Laryngology is a prototype of a relatively new surgical discipline with lower workload, smaller amount of hands-on training, and a relatively small surgical field, managed mostly by the specialist. Moreover, only a few medical centers boast the presence of trained, experienced, post-fellowship Laryngology experts. Lack of reliable simulator [15] and cadaver courses (in contrast to the Otology, Rhinology, and Head and Neck Surgery streams) may contribute to the problem. Rhinology, ranked top by the residents, is a exemplar of a sub-specialty with an optimal ‘educational environment’, exploiting the endoscopic view on high definition monitors, with or without the aid of the image guided navigation system. The residents enjoy numerous cadaver models and simulators, with more ‘hands-on’ training, and active supervision by dedicated post-fellowship experts. Surgical complications are relatively rare and are better controlled and avoided by the senior surgeons, thus enabling residents’ progress and achievement of adequate competence levels.

According to our findings, we have established a surgical residency ‘golden training triangle’ (shown in Fig. 1) connecting different training capabilities, competence perception and workload. The golden training triangle, implicating the imperative associations between training, workload and competence, highlights the essential role of institutional and senior staff for proper residency teaching. We believe that it may apply to other surgical professions and to other training programs in different countries as well, with employment of specific and necessary adjustments.

Our findings shed light on the Israeli ORL-HNS residency-training program and may draw attention to other surgical and non-surgical medical fields training programs, in different countries, as well. Relatively new disciplines, with low capacity, less hands-on practice, few recognized post dedicated fellowship national experts, and paucity of surgical training models, may all implicate the need for a tailored learning curve, with well-designed milestones, for better residency achievements expressed particularly by the perception of competence. We highly advocate the use of an anonymous electronic questionnaire among residents.

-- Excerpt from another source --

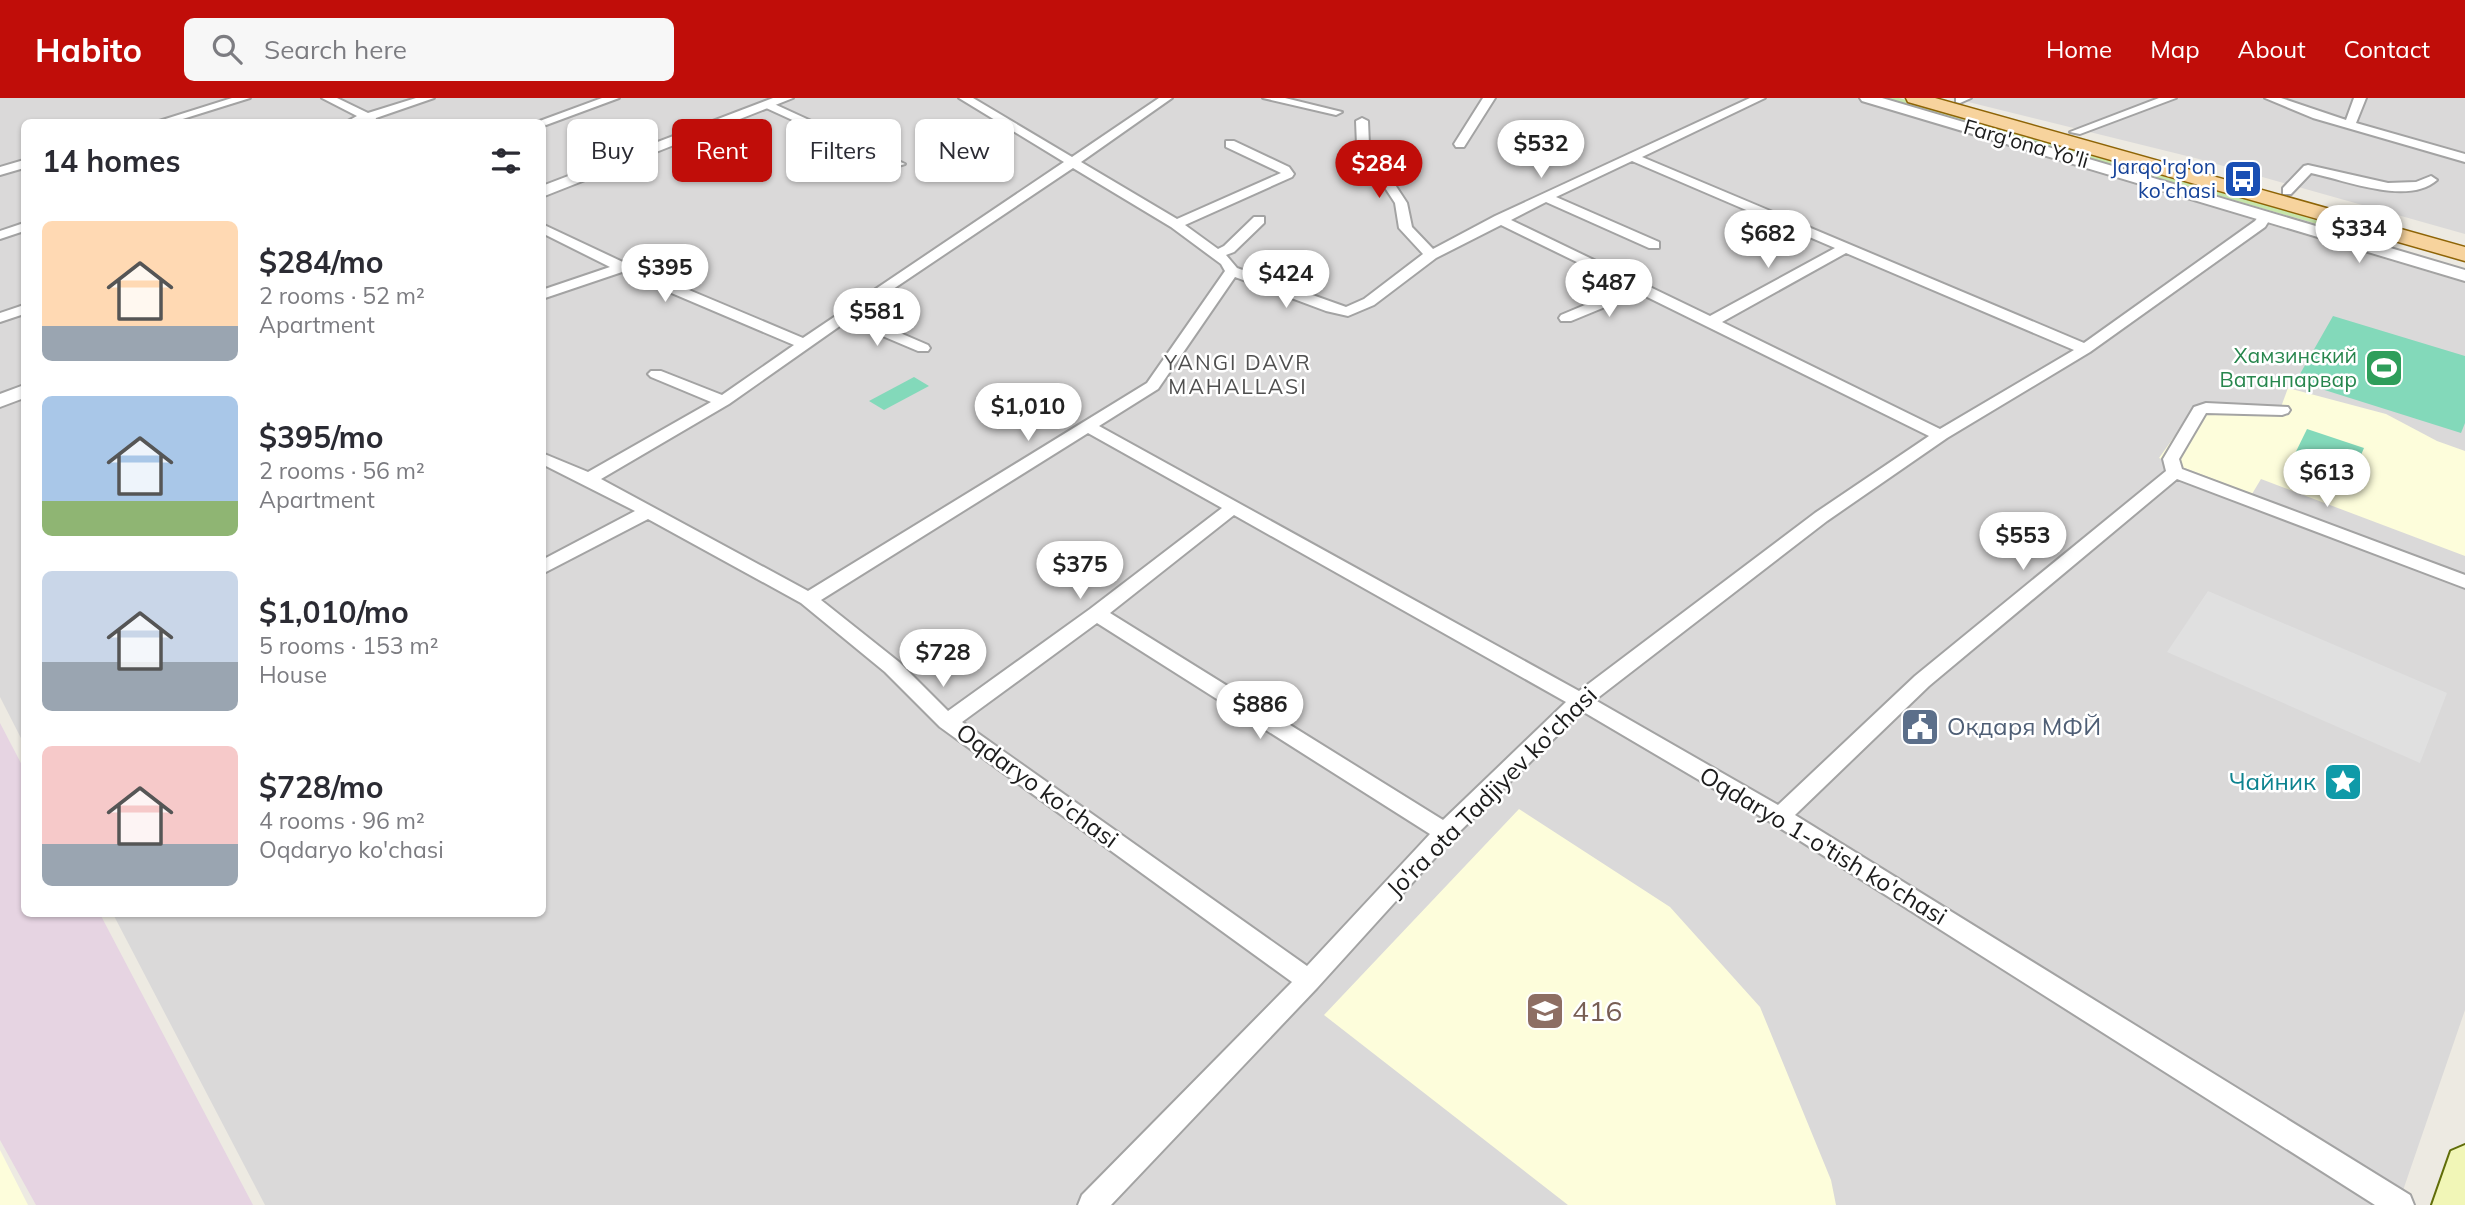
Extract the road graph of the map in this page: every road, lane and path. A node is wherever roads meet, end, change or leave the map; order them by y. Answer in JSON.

Conclusions and policy implications

Surgical residency is a complex, challenging, heterogenic training-program, with diverse skills to be achieved. Rhinology and Laryngology are prototypes for top and bottom graded streams, highlighting the importance of the investigation of the sub-specialties’ distinctive characteristics as clearly demonstrated by using an anonymous electronic questionnaire. Recognizing each sub-specialty’s unique features may assist in the establishment of better-adapted learning curves in residency programs.